Al-Shater, a wealthy businessman, was dismissed because of a law stipulating that anyone who has been sentenced to prison must wait six years from the end of his sentence before gaining back his civil rights. Al-Shater was imprisoned until March 2011.
However, the Muslim Brothers had anticipated the decision by introducing an "alternative" candidate, the head of their party, the Party for Freedom and Justice (PLJ), Mohammed Morsi.
Omar Suleiman, a former intelligence chief and briefly vice president of Mubarak, was disqualified because he failed to obtain the minimum number of voter signatures in one of the 15 governorates as required by law.
According to the Egyptian daily Al Akhbar, 30,000 signatures were required for any candidate to enter the presidential poll, but Omar Suleiman was accompanied by 72,000 voters' signatures collected in one day, that was recorded a few hours before the registration deadline.

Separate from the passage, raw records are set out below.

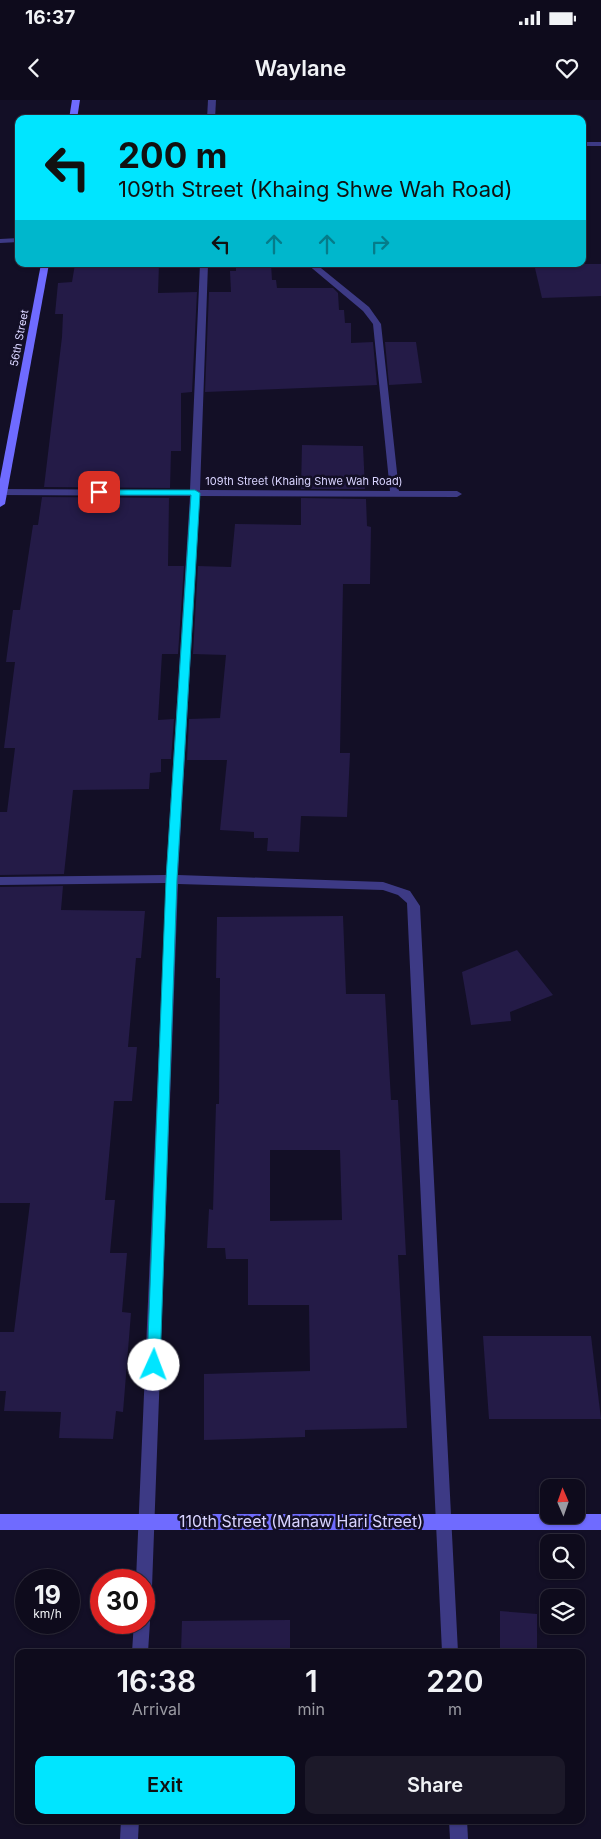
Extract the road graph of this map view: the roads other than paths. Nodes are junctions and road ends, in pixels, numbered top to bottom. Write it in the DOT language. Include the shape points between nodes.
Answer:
graph roads {
  1 [pos="76,100"];
  2 [pos="212,100"];
  3 [pos="74,115"];
  4 [pos="211,115"];
  5 [pos="586,144"];
  6 [pos="601,144"];
  7 [pos="15,240"];
  8 [pos="0,241"];
  9 [pos="44,267"];
  10 [pos="204,267"];
  11 [pos="315,267"];
  12 [pos="1,492"];
  13 [pos="195,493"];
  14 [pos="395,494"];
  15 [pos="457,494"];
  16 [pos="0,504"];
  17 [pos="172,879"];
  18 [pos="0,882"];
  19 [pos="148,1521"];
  20 [pos="444,1521"];
  21 [pos="0,1522"];
  22 [pos="601,1522"];
  23 [pos="145,1569"];
  24 [pos="141,1634"];
  25 [pos="140,1649"];
  26 [pos="450,1649"];
  27 [pos="130,1824"];
  28 [pos="458,1824"];
  29 [pos="129,1839"];
  30 [pos="459,1839"];
  1 -- 3 [label="street"];
  2 -- 4 [label="street"];
  5 -- 6 [label="street"];
  7 -- 8 [label="street"];
  9 -- 12 [label="street, 56th Street"];
  10 -- 13 [label="street"];
  11 -- 14 [label="street" via="366,309 377,324"];
  12 -- 13 [label="street, 109th Street (Khaing Shwe Wah Road)"];
  12 -- 16 [label="street, 56th Street"];
  13 -- 14 [label="street, 109th Street (Khaing Shwe Wah Road)"];
  13 -- 17 [label="street"];
  14 -- 15 [label="street, 109th Street (Khaing Shwe Wah Road)"];
  17 -- 18 [label="street"];
  17 -- 19 [label="street"];
  17 -- 20 [label="street" via="384,886 397,888 410,896 414,906"];
  19 -- 20 [label="street, 110th Street (Manaw Hari Street)"];
  19 -- 21 [label="street, 110th Street (Manaw Hari Street)"];
  19 -- 23 [label="street"];
  20 -- 22 [label="street, 110th Street (Manaw Hari Street)"];
  20 -- 26 [label="street"];
  24 -- 25 [label="street"];
  27 -- 29 [label="street"];
  28 -- 30 [label="street"];
}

Egypt’s elections commission source on Sunday told Egyptian daily Ahram Online that approximately half of Suleiman’'s signature petitions had been forged, Al-arabiya news reported.
Hazem Abu Ismail the Salafist can not be a candidate because his mother was granted a U.S. citizenship. The electoral law stipulates that a candidate for the presidency should only be Egyptian, as well as his parents and his wife.
Ayman Nour, who ran against Mubarak in 2005, for the same reasons that keeps al-Shater out of the race.
Supporters of Abu Ismail camped outside the commission’s headquarters to protest against the removal of their leader. When the rejection was announced Tuesday evening, some of them threw stones at security and briefly scuffled with military police, Al-arabiya news reported.